When we met last year, you presented late-stage prototypes of the new IWC “tractor” calibres 69000 and 42000, specifically mentioning that they will be used in the Aquatimer and Pilot’s watches (see our interview). Can you tell us more about their development?
Stefan Ihnen: We have been through a second stage of prototypes and we are moving forward with the industrialization. We are now setting up the first production lines, which will be geared towards huge volume production. We also have to wait for our new production site, which should be ready by April 2017. As far as the watches are concerned, we have done a first series for internal testing and we have people at the manufacture who are wearing these calibres on a daily basis. We are talking about the entry-level for IWC so we cannot afford any mistakes because of the volumes that will be involved once we enter production.
There are a huge number of new models in the Pilot’s watch collection, with many visual modifications. What was your involvement in the development of the collection and what are the technical highlights?
We have two huge research and development departments. One is more strategic and deals with movement and component development, the other is much more design driven. They will come up with their requirements and then we will consider the technical aspects of the collection.
You are presenting a new complication in the pilot’s watch collection with the Timezoner Chronograph. Can you explain how the sprung rotating bezel works?
We actually bought the intellectual property for this from Vogard, but the execution is completely by IWC. We have to be sure that you cannot turn the bezel accidentally while you are wearing the Swiss replica watches, so we took an old mechanism from the Ocean 2000 model from 1980, for which the bezel had to be pushed down before you could turn it. Then we added the coupling mechanism from the Aquatimer from two years ago, with the outer ring turning the inner ring, but in this case it directly turns an inner module for the time zone. It’s good for travelling, of course, but it’s also handy if you just want to check the time somewhere else in the world if you want to make a phone call to New York, for example.
Pilot’s Watch Timezoner Chronograph. © IWC Replica Watches
Kurt Klaus explains the IWC pilot’s watch collection in a nutshell
There is no better man to give you a rapid overview of the IWC pilot’s collection, or indeed any other of the brand’s watches, than Kurt Klaus, who has worked at IWC for… 59 years!

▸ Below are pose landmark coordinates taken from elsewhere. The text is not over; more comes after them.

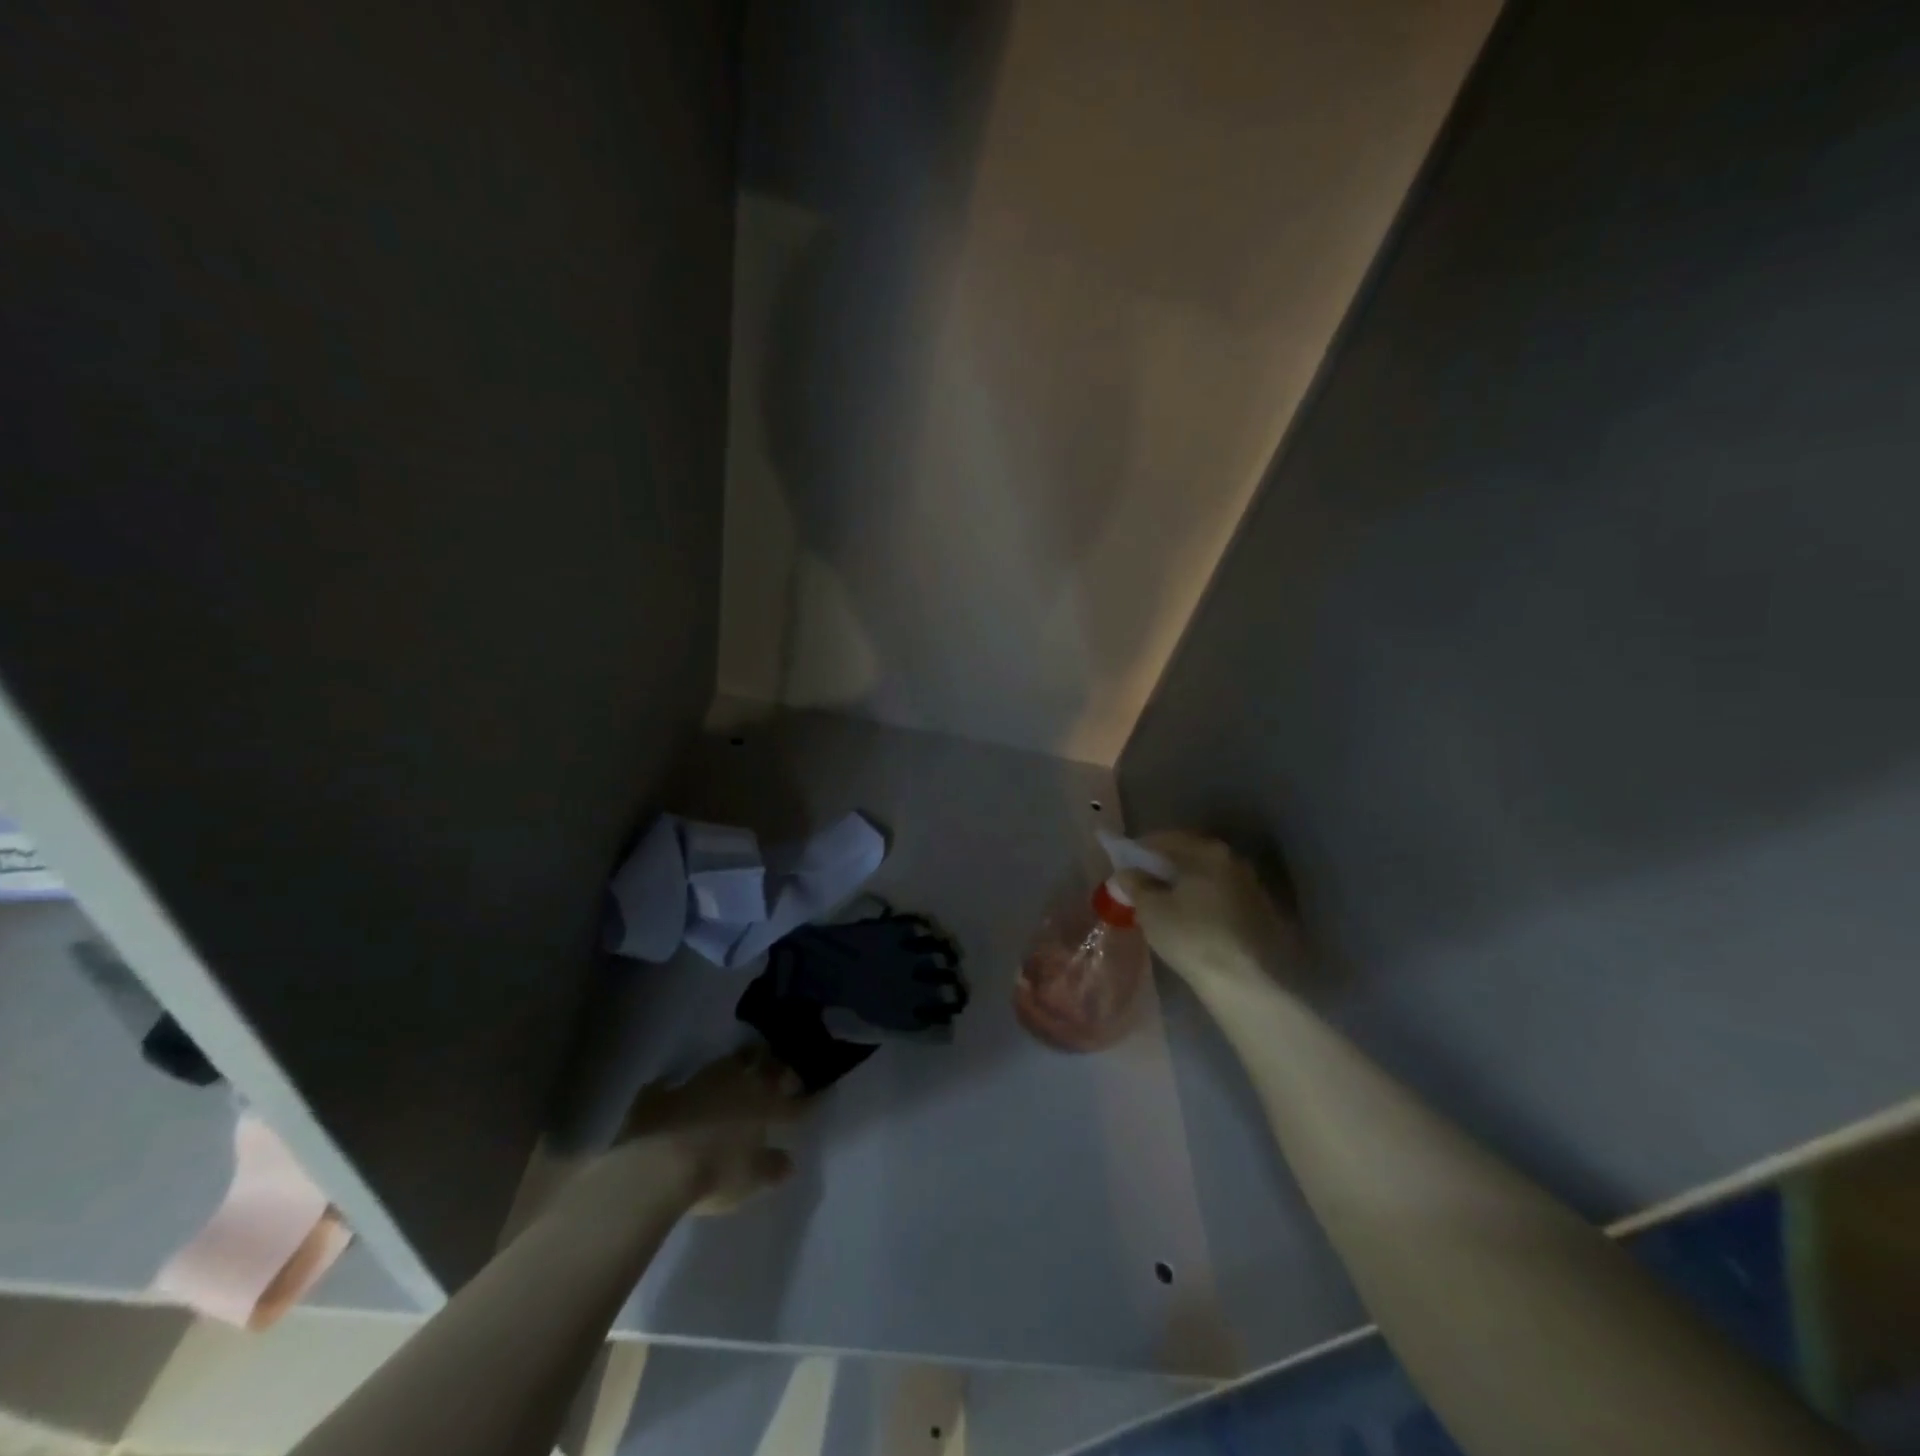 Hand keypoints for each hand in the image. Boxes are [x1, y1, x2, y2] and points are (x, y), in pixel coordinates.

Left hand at [621, 1046, 805, 1214]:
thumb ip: (772, 1167)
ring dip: (733, 1066)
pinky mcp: (662, 1094)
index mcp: (762, 1103)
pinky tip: (673, 1089)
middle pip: (761, 1065)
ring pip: (724, 1064)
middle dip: (773, 1065)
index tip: (816, 1096)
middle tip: (779, 1067)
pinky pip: (673, 1085)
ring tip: (737, 1068)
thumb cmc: (714, 1173)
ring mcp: (697, 1083)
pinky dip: (676, 1087)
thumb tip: (788, 1162)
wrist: (655, 1166)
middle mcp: (734, 1084)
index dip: (805, 1100)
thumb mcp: (751, 1179)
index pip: (791, 1101)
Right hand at [1114, 831, 1306, 994]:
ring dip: (1184, 885)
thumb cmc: (1192, 937)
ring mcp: (1251, 886)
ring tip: (1163, 905)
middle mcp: (1233, 860)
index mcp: (1207, 851)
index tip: (1123, 865)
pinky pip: (1220, 897)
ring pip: (1206, 877)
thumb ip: (1135, 885)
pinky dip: (1201, 902)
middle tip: (1140, 884)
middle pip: (1189, 855)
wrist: (1247, 984)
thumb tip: (1127, 873)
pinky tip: (1189, 921)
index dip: (1139, 850)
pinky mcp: (1260, 913)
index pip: (1165, 839)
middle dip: (1163, 867)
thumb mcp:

“I was involved a long time ago as a very young watchmaker and I assembled the movements for the Mark 11, which was my first contact with the pilot’s watch. Then I was later involved with the new models. The Mark 11 was produced until the early 1980s and then we made the first automatic pilot’s watch in the same style as the Mark 11, so we called it the Mark 12. The “Mark” name comes from the Royal Air Force, who commissioned the first models. Later I worked on the first pilot’s chronograph and the Porsche Design chronograph, which had the same movement. As a genuine IWC construction we added the “Doppelchronograph” as a module on to the existing calibre. We even used to have a quartz chronograph for the pilot’s collection using a Jaeger-LeCoultre movement.”
With IWC concentrating on a new collection every year for the SIHH, we can only wonder what will come next. Kurt Klaus was wearing an IWC Da Vinci perpetual calendar when we spoke to him. Now there’s a thought…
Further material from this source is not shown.